**Your assignment:**
Note each line in the data holding the string "paths" and report it.

**Supplied data:**
=== Begin Enclosure ===

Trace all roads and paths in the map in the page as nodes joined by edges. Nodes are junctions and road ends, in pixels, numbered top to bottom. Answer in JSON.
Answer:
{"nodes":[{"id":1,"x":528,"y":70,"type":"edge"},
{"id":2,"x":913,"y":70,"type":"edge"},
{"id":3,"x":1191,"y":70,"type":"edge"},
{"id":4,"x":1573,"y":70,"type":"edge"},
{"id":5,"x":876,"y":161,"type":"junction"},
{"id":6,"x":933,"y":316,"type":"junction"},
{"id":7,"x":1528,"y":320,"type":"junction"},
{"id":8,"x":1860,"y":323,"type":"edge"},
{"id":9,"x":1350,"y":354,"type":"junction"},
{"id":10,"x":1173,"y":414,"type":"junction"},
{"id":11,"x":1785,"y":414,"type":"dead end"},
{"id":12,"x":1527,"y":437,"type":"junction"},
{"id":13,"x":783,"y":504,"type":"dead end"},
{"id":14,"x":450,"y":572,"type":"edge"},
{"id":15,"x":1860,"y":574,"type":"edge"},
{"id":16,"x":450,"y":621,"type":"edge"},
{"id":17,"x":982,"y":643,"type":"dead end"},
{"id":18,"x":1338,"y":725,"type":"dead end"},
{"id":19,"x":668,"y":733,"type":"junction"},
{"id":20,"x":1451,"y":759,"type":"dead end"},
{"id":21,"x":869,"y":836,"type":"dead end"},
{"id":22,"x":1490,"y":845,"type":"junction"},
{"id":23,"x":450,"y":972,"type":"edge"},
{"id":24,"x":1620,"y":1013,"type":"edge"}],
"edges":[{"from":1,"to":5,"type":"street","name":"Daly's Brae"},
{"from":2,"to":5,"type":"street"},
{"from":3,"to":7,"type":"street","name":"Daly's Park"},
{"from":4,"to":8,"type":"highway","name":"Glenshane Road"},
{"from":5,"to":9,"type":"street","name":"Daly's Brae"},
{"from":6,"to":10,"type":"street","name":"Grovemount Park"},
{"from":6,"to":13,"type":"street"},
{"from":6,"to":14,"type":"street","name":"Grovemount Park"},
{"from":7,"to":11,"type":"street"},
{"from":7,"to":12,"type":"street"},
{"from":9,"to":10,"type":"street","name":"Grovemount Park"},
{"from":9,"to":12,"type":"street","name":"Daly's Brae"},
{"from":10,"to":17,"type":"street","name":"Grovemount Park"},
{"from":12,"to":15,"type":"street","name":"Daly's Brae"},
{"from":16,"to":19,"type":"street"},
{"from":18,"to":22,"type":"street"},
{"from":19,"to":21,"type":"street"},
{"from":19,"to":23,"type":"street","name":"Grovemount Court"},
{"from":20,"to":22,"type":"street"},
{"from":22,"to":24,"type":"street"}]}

=== End Enclosure ===
=== Begin Enclosure ===

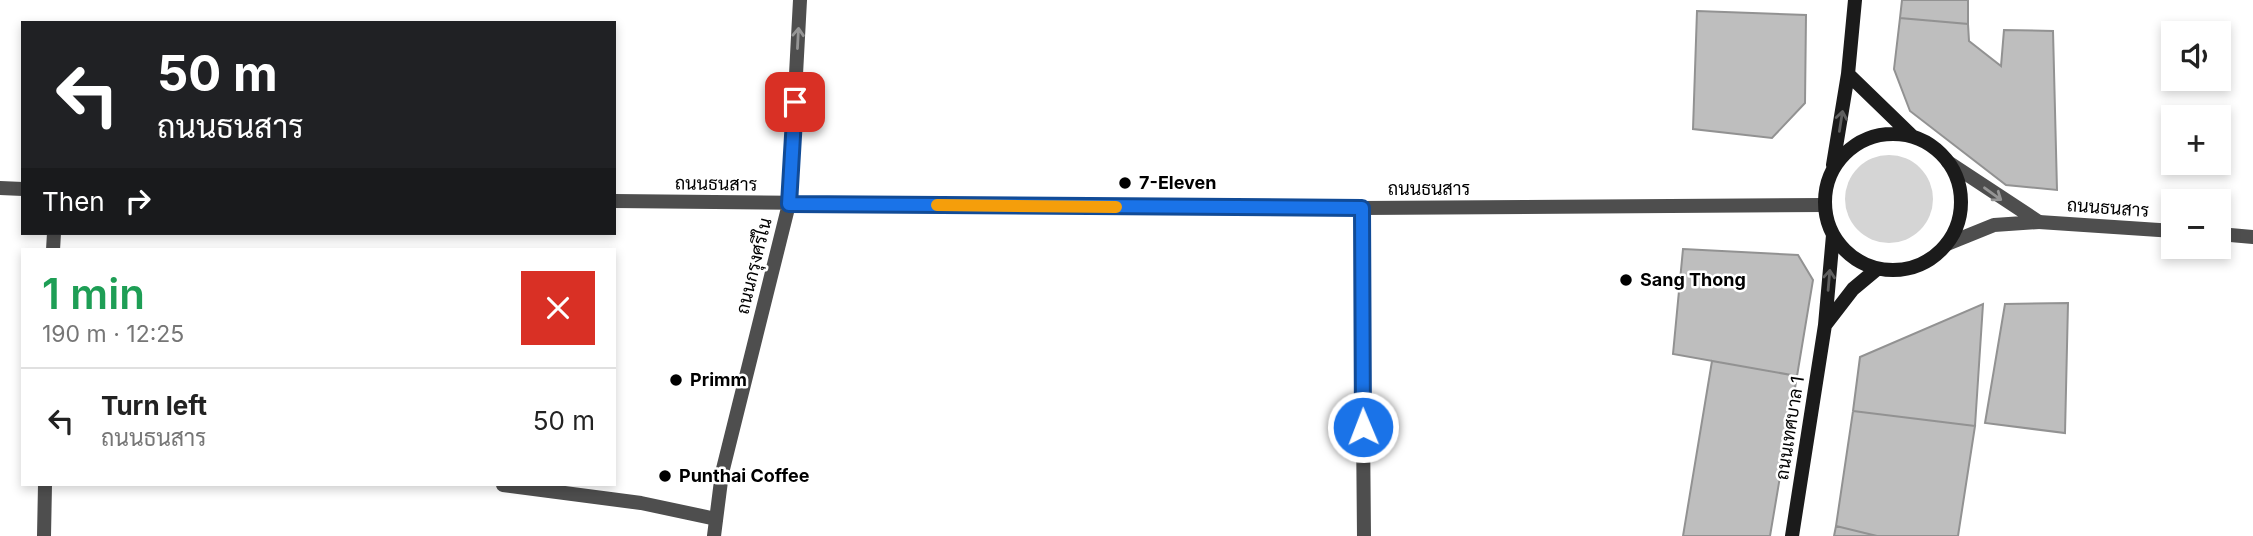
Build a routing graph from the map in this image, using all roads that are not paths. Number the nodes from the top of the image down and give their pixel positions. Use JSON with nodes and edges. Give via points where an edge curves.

=== End Enclosure ===

**Answer box:**
Trace all roads and paths in the map in the page as nodes joined by edges. Nodes are junctions and road ends, in pixels, numbered top to bottom. Answer in JSON.
Build a routing graph from the map in this image, using all roads that are not paths. Number the nodes from the top of the image down and give their pixel positions. Use JSON with nodes and edges. Give via points where an edge curves.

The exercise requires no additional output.